• Collected data entries:
● ● ● ●

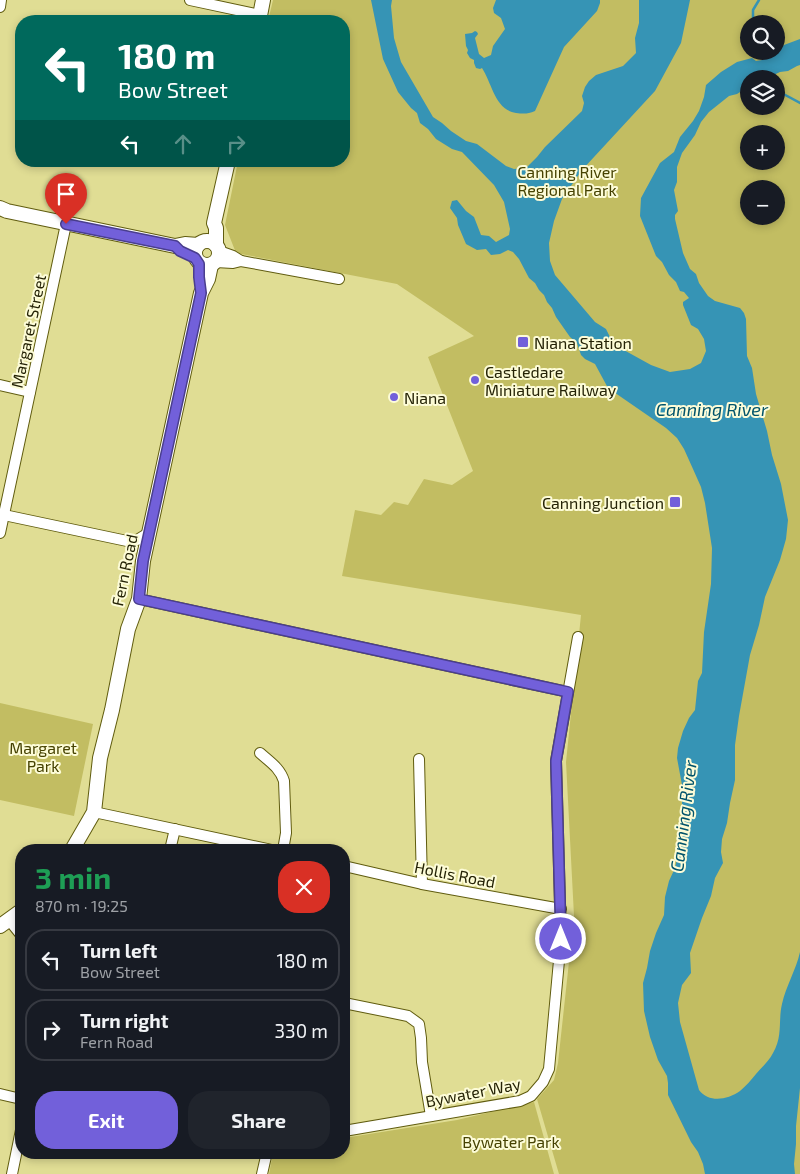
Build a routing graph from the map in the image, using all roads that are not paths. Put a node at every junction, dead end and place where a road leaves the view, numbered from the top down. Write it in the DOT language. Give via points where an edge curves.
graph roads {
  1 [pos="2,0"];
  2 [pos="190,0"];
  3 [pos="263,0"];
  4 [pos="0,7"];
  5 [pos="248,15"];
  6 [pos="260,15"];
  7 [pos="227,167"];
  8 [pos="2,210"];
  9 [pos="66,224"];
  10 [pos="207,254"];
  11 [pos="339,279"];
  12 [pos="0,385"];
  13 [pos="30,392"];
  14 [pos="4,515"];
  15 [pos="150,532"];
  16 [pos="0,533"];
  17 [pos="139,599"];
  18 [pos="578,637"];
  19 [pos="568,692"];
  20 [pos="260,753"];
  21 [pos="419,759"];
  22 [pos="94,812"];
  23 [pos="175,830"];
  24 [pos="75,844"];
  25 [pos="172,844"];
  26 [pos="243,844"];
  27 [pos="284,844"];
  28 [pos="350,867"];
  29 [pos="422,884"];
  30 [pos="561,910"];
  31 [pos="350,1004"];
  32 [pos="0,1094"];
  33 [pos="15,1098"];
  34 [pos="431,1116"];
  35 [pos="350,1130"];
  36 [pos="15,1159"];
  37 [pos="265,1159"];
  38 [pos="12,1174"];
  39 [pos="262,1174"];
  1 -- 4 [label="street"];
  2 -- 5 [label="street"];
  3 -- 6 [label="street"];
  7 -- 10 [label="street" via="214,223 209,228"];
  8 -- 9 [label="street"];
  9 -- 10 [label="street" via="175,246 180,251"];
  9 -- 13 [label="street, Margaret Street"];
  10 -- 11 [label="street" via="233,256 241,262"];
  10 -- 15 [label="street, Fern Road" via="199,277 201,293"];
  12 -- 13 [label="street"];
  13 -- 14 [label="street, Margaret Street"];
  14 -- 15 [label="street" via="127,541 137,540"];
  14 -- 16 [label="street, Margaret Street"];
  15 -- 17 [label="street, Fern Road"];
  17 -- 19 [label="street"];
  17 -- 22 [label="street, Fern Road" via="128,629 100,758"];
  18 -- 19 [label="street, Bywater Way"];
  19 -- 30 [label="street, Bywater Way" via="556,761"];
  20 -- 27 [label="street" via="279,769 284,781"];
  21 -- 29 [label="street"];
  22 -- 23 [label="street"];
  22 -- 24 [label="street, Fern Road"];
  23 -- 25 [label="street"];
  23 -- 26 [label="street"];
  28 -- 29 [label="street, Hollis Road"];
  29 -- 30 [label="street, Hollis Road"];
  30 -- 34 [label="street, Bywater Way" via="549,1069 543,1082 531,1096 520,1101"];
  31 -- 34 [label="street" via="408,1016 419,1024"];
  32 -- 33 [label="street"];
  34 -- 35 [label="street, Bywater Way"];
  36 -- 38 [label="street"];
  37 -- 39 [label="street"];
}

● ● ● ●

• What is required: What lines in the entries above hold "Bywater"? Copy every one.

• Solution:
  18 -- 19 [label="street, Bywater Way"];
  19 -- 30 [label="street, Bywater Way" via="556,761"];
  30 -- 34 [label="street, Bywater Way" via="549,1069 543,1082 531,1096 520,1101"];
  34 -- 35 [label="street, Bywater Way"];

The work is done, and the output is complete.